▸ TO DO: Show each line of the data below in which "paths" occurs.

BEGIN SOURCE DATA

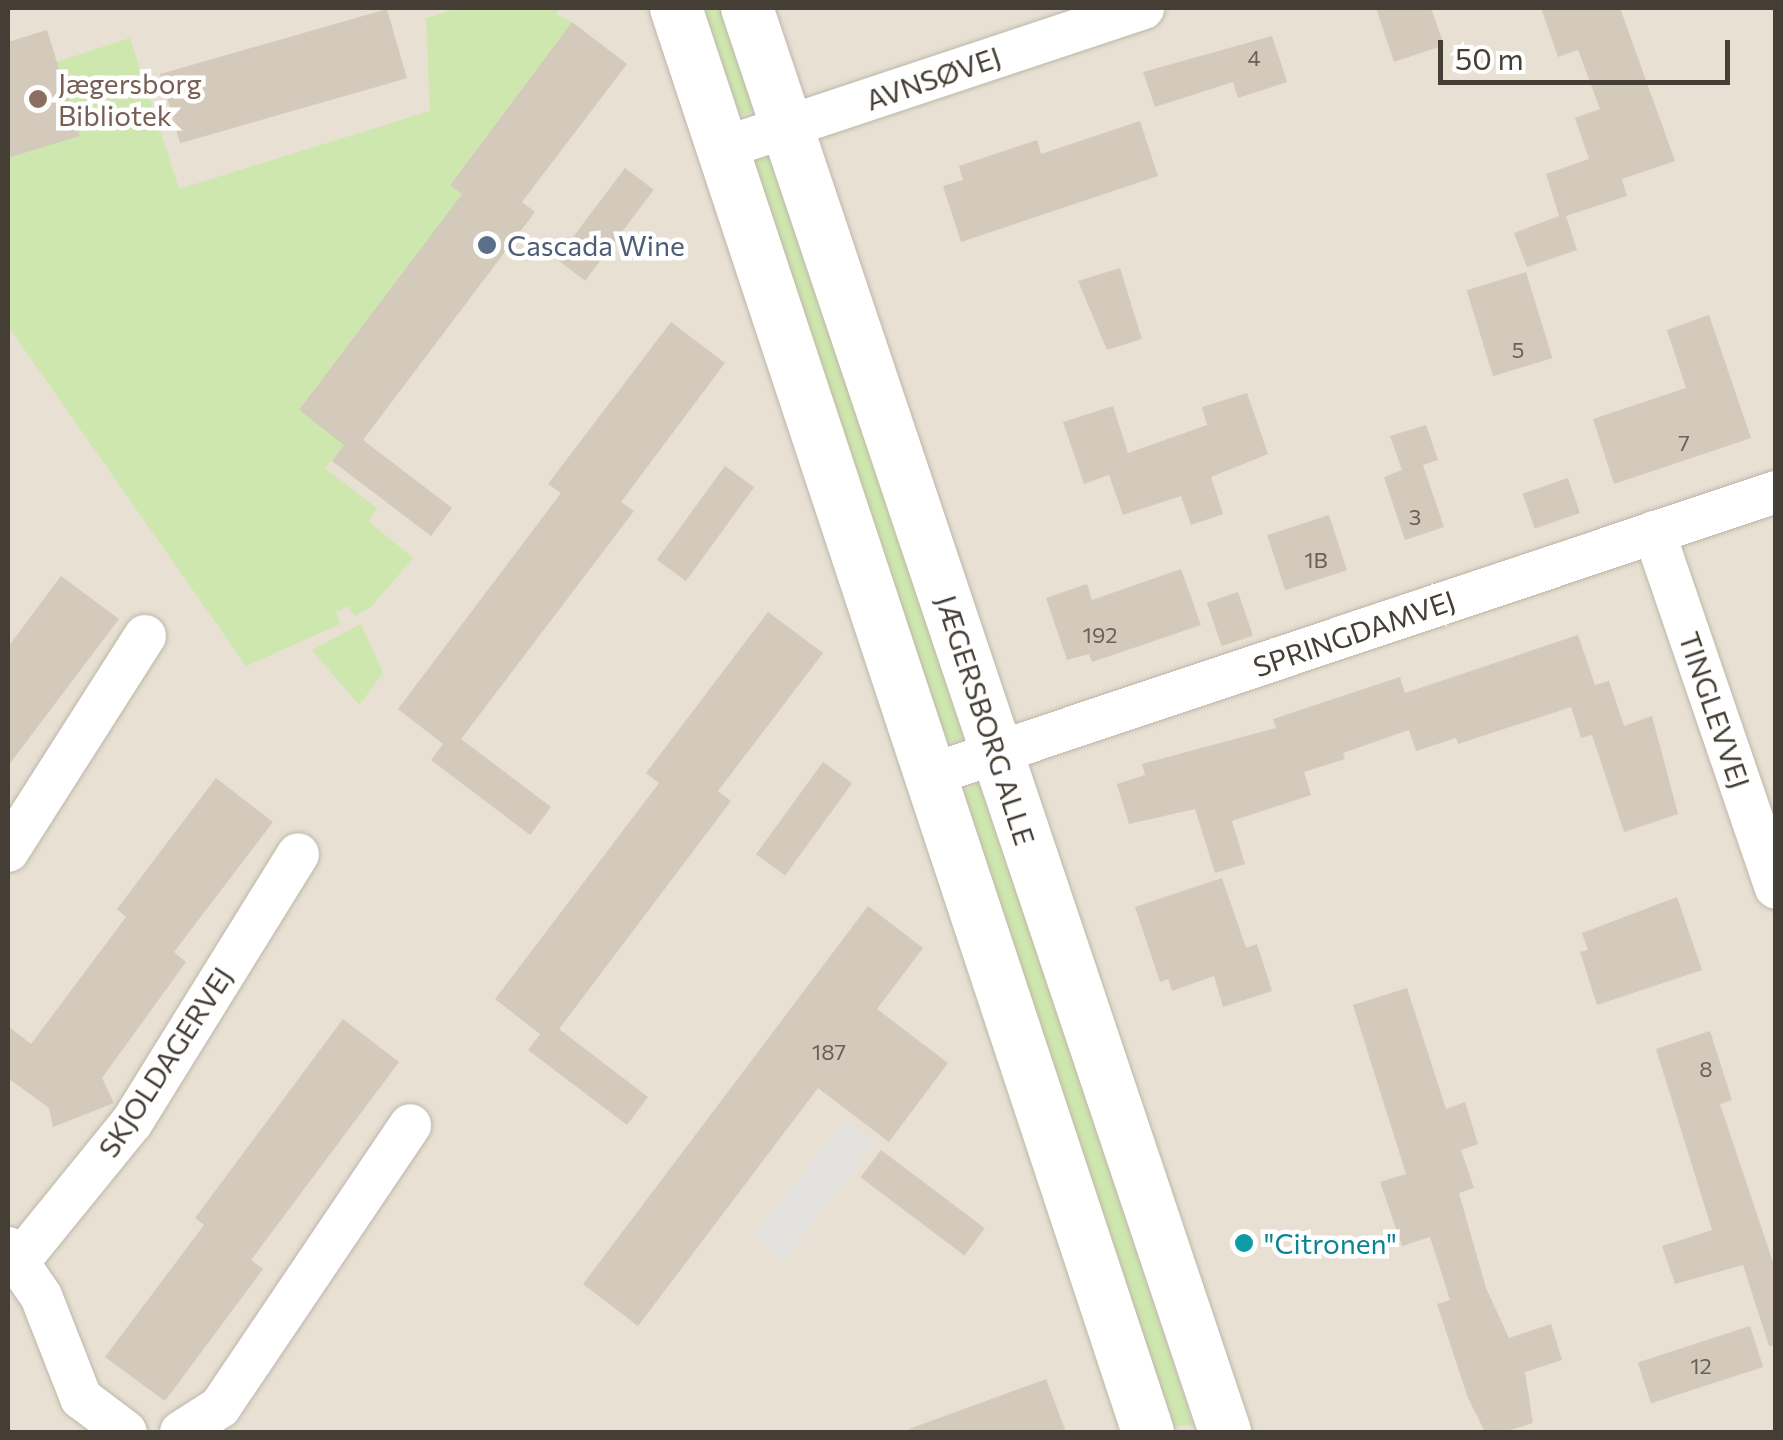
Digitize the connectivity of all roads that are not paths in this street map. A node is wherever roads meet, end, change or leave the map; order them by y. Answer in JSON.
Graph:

END SOURCE DATA
BEGIN SOURCE DATA

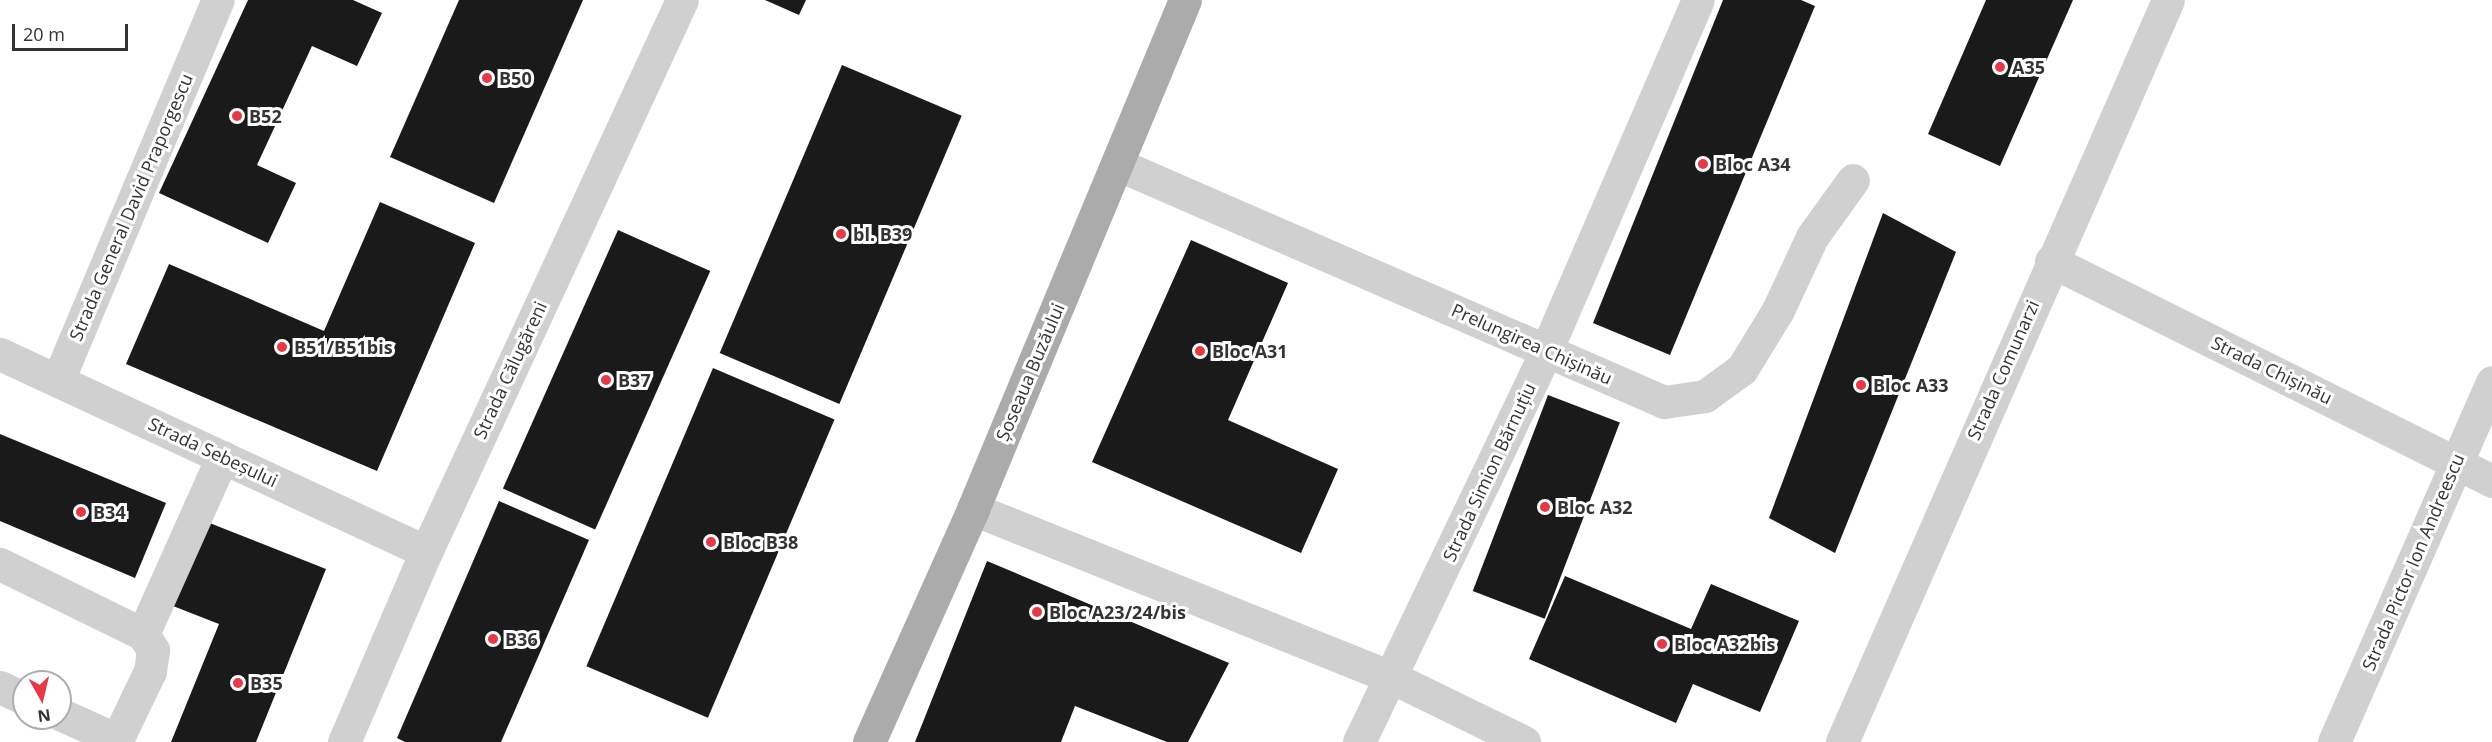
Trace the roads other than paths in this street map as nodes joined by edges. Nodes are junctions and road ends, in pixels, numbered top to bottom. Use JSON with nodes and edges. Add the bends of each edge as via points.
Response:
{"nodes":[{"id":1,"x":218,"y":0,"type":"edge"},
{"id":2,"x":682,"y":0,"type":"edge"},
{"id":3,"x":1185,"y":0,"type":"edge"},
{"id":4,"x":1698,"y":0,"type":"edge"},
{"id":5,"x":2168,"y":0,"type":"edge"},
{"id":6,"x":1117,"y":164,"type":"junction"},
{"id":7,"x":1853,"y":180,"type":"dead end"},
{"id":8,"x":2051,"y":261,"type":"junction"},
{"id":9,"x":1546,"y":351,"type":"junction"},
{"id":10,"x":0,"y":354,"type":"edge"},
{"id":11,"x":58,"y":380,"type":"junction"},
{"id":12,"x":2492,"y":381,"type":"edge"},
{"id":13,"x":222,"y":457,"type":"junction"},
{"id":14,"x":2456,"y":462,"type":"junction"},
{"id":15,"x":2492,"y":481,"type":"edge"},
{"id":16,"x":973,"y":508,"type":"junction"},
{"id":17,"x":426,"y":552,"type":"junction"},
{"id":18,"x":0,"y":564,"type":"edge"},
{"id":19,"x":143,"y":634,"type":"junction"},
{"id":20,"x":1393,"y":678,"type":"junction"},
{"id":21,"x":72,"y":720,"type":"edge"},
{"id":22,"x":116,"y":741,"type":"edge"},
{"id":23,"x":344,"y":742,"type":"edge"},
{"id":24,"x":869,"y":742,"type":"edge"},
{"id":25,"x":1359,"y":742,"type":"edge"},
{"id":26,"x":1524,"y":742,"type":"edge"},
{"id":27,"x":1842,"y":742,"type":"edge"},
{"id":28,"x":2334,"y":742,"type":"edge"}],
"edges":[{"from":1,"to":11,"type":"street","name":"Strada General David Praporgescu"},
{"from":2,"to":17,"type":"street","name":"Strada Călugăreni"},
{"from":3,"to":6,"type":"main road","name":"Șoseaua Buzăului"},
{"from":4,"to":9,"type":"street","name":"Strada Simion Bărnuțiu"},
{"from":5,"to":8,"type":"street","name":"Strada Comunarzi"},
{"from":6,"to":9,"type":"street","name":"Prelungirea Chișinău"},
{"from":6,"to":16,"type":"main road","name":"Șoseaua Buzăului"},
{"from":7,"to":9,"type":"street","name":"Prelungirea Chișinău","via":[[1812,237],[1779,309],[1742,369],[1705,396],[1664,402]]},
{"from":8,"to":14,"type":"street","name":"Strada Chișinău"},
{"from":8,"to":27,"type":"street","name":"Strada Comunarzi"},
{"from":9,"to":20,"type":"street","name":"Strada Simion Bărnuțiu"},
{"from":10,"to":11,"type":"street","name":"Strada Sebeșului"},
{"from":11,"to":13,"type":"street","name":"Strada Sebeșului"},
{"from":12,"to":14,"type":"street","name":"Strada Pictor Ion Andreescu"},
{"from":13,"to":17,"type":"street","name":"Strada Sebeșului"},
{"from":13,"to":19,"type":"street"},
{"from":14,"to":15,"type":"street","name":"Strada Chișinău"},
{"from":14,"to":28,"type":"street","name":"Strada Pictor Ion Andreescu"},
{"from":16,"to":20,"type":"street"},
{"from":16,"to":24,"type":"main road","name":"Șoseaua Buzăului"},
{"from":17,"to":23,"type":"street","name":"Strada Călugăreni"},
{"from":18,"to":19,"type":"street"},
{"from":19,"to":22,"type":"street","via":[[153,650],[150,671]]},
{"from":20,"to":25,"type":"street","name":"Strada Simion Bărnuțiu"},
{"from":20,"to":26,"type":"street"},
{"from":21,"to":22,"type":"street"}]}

END SOURCE DATA

▸ RESPONSE:
Digitize the connectivity of all roads that are not paths in this street map. A node is wherever roads meet, end, change or leave the map; order them by y. Answer in JSON.
Trace the roads other than paths in this street map as nodes joined by edges. Nodes are junctions and road ends, in pixels, numbered top to bottom. Use JSON with nodes and edges. Add the bends of each edge as via points.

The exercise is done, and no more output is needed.